The Context
I've been working on a program that gets a pdf, highlights some words (via pdfbox Mark Annotation) and saves the new pdf.
For this I extend the PDFTextStripper class, in order to override the writeString() method and get the TextPositions of each word (box), so that I know exactly where the text is in the PDF doc in terms of coordinates (TextPosition object provides me the coordinates of each word box). Then, based on that, I draw a PDRectangle highlighting the word I want to.
The Problem
It works perfectly for all the documents I've tried so far, except for one that the positions I'm getting from TextPostions seem to be wrong, leading to wrong highlights.

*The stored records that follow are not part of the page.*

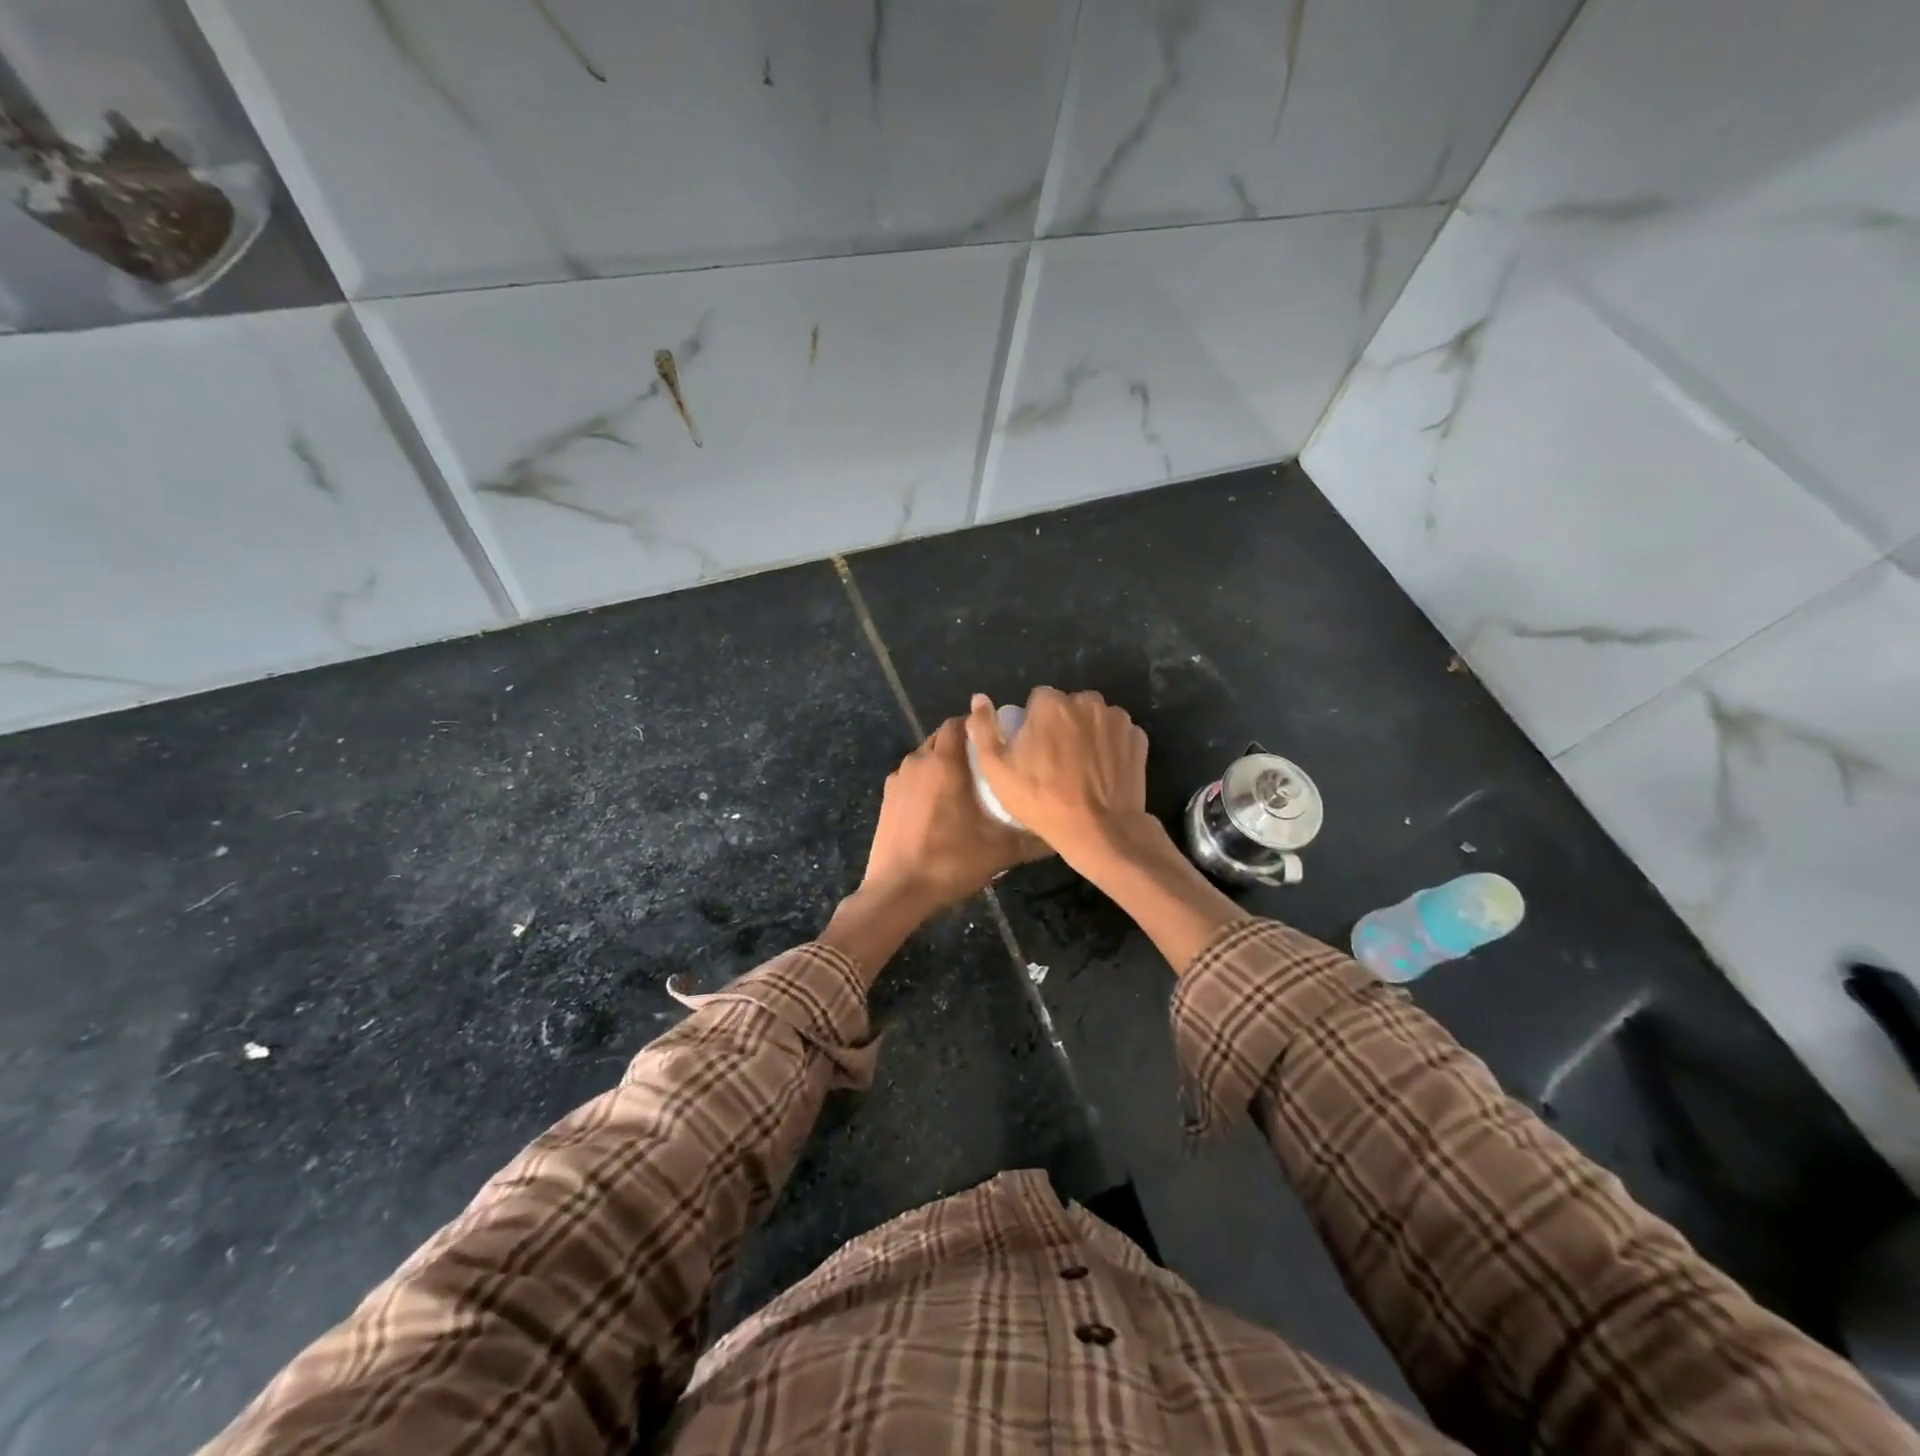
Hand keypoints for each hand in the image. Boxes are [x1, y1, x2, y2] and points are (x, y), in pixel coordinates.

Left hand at [860, 717, 1049, 911]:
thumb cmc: (950, 862)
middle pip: (941, 737)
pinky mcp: (887, 798)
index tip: (997, 740)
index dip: (978, 726)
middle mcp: (918, 762)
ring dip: (942, 762)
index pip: (959, 723)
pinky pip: (911, 777)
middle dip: (962, 744)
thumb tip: (1060, 836)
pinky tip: (938, 805)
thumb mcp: (999, 852)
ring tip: (964, 784)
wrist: (897, 891)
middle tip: (986, 764)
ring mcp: (898, 779)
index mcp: (944, 763)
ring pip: (925, 757)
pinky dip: (925, 781)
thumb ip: (1032, 840)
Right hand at [965, 688, 1150, 868]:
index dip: (1033, 723)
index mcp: (1051, 703)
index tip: (1033, 750)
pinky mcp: (1138, 739)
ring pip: (1095, 718)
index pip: (1038, 699)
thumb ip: (984, 728)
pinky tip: (1103, 772)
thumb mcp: (997, 770)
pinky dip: (1111, 746)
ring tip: (1081, 768)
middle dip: (1062, 724)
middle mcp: (1087, 701)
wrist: (1100, 831)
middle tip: (1056, 761)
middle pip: (1069, 706)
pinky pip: (1118, 734)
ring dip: (1088, 733)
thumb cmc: (1041, 800)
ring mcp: (1117, 719)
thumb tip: (979, 698)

This is the original document:
https://pdfhost.io/v/b1Mcpoy~s_Thomson.pdf
This is the document with a highlighting in the very first word box writeString() provides me, with setSortByPosition(false), which is MicroRNA:
https://pdfhost.io/v/V6INb4Xet_Thomson.pdf
It should highlight MicroRNA, but it is highlighting a blank space above it (pink HL rectangle).

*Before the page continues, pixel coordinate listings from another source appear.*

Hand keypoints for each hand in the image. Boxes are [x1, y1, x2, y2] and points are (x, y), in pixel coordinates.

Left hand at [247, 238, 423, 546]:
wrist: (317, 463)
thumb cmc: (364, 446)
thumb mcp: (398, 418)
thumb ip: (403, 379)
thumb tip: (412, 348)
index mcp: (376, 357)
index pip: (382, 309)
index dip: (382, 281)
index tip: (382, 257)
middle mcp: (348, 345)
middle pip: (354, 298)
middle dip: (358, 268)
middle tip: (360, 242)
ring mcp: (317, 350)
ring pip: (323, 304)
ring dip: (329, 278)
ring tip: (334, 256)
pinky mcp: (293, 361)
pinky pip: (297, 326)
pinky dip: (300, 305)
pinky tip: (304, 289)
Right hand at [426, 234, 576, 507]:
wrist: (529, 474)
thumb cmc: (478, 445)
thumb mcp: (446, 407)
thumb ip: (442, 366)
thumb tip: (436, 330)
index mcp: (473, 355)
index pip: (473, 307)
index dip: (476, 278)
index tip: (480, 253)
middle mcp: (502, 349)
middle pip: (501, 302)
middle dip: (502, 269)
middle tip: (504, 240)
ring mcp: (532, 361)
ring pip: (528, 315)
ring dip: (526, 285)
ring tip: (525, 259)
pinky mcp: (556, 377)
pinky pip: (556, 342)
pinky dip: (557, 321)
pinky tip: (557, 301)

This is the document with a highlighting in the very first word box writeString() provides me, with setSortByPosition(true), which is Original:
https://pdfhost.io/v/Lndh.j6ji_Thomson.pdf
It should highlight Original, but it is highlighting a blank space at the very beginning of the PDF document (pink HL rectangle).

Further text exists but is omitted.